Like it overall.
That part where you say the cancer treatments “aren’t inexpensive” sounds wrong. It doesn’t read well. I think it should just read “are expensive.”
Also, I’m not sure about all the text being centered. I’d be interested to see how it looks left aligned or justified. I think it makes the paragraph ends and beginnings look weird. Kinda gives it that ENDLESS BLOCK OF TEXT quality.
Not a fan of the “101” being made with those carrots. If it were me I’d try a pure black stencil of a carrot or more likely get rid of them altogether. Visually it just isn’t flowing for me at all. It’s arresting and it took me too long to get it from a design perspective. It also reinforces carrots as food for rabbits right from the start. I’d list them under your treats section. Rabbits being overfed carrots or having carrots be their only veggie is too common to ignore.
Under the food section I would place “alfalfa hay” up with the rest of the hays and add something about “under six months only.” Dunno exactly how I’d format it. Maybe it’s fine. That whole section is really confusing right now, especially with the centered text. The headers need itself to stand out more.
The “Living Space” section needs some work. On line 3 “acceptible” should be spelled “acceptable.” On lines 4-5 you say “supplying the necessary8ft of base time,” and I have no idea what you mean. Also, “necessary” and “8ft” should be separated.
I would make the first sentence of paragraph 2 end at “Rabbits are indoor pets.” As I note, I like how the Humane Society of the United States puts it better when they say “Domestic rabbits are different from their wild relatives—they don’t do well in extreme temperatures, especially summer heat.” As it stands it might not make sense to a non-rabbit person. They might think “Rabbits live outside. It’s natural. Why can’t mine?” Consider other ways of putting things such as found here:
http://www.humanesociety.org/animals/rabbits/tips/rabbit_housing.html
Second paragraph line 1 should say “exposes.” Second parahraph line 2 “themto” should be seperated. I would end that thought as a sentence after “diseases” and then edit what would be your third sentence. That whole thing is a bit too long as one sentence.

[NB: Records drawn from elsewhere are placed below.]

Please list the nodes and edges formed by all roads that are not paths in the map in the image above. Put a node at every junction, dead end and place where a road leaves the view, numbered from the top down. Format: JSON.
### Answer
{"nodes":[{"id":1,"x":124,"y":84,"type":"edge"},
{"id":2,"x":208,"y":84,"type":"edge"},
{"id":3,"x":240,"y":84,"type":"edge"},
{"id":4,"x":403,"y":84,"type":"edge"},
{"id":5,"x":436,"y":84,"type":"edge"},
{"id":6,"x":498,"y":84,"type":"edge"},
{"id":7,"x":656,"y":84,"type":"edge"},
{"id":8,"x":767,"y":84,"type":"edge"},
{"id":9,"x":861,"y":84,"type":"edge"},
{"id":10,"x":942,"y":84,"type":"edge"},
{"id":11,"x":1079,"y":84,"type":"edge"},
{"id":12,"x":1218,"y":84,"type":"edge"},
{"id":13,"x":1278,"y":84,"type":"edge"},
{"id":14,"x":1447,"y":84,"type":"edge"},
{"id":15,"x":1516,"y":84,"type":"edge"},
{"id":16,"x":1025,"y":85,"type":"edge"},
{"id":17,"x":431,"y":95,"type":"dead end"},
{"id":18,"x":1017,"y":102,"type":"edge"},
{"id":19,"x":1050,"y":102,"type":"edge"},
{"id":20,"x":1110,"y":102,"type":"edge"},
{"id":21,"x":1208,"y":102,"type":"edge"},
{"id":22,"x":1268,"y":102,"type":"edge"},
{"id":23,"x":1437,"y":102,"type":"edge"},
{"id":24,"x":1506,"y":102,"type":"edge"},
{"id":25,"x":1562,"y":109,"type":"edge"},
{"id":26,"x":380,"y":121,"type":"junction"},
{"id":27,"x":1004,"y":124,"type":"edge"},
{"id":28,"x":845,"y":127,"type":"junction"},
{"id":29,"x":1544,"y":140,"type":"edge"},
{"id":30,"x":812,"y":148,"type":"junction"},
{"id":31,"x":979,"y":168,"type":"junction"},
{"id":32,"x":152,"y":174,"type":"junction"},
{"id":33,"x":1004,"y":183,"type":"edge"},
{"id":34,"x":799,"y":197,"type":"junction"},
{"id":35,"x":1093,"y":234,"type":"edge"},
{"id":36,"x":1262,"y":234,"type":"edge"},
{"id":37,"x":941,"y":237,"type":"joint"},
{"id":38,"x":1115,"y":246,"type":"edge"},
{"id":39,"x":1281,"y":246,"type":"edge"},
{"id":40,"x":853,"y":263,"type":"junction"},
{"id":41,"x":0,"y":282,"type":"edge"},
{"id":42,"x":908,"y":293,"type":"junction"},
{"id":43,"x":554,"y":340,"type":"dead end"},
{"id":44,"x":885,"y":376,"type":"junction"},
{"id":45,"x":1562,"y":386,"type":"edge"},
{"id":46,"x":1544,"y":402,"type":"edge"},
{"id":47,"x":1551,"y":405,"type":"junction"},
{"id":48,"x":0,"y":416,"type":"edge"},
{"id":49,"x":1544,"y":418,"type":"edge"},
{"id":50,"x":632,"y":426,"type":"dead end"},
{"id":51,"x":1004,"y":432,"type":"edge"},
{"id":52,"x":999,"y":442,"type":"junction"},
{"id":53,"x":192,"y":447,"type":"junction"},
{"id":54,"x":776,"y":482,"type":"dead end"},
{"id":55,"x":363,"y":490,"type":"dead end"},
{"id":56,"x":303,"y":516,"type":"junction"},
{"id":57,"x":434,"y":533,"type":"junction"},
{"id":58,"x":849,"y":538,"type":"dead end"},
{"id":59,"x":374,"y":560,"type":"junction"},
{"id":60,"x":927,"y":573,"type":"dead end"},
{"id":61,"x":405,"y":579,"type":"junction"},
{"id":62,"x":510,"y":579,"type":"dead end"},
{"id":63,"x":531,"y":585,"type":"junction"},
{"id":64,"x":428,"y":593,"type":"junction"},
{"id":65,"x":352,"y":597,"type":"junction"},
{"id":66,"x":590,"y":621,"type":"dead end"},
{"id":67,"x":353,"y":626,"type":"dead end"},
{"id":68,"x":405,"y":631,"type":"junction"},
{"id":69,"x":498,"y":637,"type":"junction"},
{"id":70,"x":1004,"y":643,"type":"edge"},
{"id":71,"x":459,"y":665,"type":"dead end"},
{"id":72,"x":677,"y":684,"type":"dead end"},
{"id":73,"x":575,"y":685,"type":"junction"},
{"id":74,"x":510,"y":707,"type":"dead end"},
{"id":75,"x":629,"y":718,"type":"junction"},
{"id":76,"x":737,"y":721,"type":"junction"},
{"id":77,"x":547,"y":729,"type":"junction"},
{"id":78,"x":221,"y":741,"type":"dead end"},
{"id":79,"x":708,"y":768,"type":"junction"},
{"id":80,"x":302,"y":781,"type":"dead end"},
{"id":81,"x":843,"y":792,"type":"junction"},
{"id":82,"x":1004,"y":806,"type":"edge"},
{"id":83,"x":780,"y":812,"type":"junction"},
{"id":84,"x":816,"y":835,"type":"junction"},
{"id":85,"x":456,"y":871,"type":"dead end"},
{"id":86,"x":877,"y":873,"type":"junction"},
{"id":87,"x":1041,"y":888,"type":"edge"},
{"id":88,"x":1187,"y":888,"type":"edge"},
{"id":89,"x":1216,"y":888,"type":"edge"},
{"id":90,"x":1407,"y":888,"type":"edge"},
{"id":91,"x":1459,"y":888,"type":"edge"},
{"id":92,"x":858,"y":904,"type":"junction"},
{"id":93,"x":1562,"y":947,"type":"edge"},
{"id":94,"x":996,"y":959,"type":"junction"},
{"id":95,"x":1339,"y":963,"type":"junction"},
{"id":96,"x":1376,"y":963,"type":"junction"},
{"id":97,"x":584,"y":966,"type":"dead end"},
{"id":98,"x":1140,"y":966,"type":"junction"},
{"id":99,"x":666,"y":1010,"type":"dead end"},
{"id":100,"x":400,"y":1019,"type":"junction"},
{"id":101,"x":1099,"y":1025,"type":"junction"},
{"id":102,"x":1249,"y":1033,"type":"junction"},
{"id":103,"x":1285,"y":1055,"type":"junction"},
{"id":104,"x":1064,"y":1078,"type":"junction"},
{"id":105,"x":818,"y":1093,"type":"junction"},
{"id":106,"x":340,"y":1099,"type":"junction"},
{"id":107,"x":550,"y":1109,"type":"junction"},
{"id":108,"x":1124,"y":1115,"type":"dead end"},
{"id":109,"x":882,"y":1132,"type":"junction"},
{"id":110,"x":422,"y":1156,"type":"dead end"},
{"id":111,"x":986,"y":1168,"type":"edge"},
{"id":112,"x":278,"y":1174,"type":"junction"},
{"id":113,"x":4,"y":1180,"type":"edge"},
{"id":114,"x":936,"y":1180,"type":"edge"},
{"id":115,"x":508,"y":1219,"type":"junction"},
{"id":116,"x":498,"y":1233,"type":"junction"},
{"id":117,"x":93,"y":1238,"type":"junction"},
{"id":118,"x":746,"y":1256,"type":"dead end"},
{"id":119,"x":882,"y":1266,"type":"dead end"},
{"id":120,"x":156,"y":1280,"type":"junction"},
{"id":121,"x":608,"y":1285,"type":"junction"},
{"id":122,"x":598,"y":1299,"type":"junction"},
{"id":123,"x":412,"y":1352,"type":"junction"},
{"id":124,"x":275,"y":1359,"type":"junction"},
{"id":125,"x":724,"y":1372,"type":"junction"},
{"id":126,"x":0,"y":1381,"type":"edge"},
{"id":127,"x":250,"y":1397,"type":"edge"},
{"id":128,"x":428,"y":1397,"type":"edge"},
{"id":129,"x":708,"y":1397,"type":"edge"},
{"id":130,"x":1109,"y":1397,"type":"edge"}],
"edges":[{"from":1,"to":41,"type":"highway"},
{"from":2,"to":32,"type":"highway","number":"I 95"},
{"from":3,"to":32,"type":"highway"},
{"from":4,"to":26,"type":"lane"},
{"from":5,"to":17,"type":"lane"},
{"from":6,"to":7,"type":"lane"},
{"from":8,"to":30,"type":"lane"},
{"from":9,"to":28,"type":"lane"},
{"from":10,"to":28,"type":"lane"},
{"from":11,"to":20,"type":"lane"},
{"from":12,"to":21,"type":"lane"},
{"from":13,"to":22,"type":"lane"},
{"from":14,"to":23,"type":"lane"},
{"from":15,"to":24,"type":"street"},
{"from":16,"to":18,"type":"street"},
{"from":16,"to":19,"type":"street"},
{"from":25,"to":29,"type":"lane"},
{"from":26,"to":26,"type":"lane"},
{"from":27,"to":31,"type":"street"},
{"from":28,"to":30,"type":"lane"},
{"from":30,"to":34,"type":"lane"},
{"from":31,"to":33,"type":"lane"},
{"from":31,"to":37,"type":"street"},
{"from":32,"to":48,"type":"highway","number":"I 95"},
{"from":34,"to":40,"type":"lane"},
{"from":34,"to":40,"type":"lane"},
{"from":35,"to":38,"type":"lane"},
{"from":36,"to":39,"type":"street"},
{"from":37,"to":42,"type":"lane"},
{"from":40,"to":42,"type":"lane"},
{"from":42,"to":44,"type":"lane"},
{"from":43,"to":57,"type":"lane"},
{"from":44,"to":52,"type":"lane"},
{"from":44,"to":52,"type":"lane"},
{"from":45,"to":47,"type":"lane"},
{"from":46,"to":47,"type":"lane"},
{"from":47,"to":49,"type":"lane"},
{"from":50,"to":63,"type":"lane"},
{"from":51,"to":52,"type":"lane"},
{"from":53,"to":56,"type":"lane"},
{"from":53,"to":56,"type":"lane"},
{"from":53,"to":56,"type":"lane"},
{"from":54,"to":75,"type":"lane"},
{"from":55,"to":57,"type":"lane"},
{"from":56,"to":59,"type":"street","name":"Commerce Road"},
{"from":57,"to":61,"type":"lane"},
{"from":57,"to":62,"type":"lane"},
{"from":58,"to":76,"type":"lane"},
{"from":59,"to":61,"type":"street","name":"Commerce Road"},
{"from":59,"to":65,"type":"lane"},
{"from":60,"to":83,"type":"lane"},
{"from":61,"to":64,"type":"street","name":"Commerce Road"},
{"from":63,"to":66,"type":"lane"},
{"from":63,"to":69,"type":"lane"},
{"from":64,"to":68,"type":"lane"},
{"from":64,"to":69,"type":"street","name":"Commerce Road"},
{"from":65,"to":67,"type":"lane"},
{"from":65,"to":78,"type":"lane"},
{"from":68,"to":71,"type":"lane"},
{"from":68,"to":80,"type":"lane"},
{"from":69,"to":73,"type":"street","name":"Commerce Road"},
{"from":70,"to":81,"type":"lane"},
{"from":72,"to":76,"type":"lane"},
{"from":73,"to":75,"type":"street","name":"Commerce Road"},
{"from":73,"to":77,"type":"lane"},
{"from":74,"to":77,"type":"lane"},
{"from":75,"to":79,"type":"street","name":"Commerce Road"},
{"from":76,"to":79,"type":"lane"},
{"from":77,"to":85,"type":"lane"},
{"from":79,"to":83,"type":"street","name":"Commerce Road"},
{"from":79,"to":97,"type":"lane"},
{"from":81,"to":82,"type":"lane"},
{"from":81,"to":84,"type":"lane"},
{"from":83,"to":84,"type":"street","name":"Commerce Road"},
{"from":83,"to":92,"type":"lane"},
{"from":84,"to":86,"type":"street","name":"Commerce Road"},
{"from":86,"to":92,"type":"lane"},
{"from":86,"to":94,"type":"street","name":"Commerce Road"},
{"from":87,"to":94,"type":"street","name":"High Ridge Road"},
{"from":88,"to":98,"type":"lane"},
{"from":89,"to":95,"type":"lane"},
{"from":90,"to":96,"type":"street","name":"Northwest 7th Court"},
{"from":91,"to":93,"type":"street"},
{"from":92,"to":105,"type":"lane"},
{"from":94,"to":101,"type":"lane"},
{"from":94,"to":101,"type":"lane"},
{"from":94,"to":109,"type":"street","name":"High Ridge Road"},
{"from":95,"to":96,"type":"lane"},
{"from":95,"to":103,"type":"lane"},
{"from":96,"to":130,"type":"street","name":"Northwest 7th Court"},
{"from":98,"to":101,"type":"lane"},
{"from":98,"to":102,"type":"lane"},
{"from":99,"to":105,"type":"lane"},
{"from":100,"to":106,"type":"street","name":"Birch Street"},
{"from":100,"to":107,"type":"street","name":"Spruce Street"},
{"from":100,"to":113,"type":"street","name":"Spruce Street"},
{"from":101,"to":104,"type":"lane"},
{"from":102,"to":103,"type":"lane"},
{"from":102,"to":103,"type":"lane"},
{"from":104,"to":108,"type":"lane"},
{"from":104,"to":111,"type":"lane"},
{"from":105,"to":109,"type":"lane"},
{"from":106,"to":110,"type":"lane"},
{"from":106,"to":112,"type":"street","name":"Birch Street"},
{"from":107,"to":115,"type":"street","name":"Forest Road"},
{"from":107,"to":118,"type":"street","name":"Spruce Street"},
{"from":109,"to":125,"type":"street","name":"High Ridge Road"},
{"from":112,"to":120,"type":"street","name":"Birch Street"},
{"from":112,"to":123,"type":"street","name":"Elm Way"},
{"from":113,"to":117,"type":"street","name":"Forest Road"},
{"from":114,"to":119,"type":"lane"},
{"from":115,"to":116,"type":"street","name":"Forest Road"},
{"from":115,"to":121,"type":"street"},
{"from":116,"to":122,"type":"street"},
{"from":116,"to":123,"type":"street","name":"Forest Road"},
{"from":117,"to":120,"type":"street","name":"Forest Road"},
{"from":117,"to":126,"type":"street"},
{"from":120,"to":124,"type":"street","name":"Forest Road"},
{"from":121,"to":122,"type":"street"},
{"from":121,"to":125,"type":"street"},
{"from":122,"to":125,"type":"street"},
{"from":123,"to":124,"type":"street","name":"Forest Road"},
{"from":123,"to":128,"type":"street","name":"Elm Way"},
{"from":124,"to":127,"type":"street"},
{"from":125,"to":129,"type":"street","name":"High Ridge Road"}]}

With the living spaces section I would refer to some sort of authority such as the Humane Society of the United States or the ASPCA (assuming you’re in the US). Their guidelines are essentially what you put there. When they go to the pet store there are only going to be cages, and they need to know that it’s seriously not alright. It’s not just you saying this. Maybe add somewhere in bold that the information used to make this pamplet was from the ASPCA and HSUS. Maybe include them in your links. Otherwise these are just someone’s opinions.
The ASPCA has a decent print out page you could have alongside yours:
http://www.aspca.org/pet-care/small-pet-care/general-rabbit-care.aspx
PS: I have used Photoshop before, and understand that the spellcheck can sometimes break the software. I was always told not to use it. I totally understand (and relate with) why there are so many joined words and such. My stuff used to be full of them.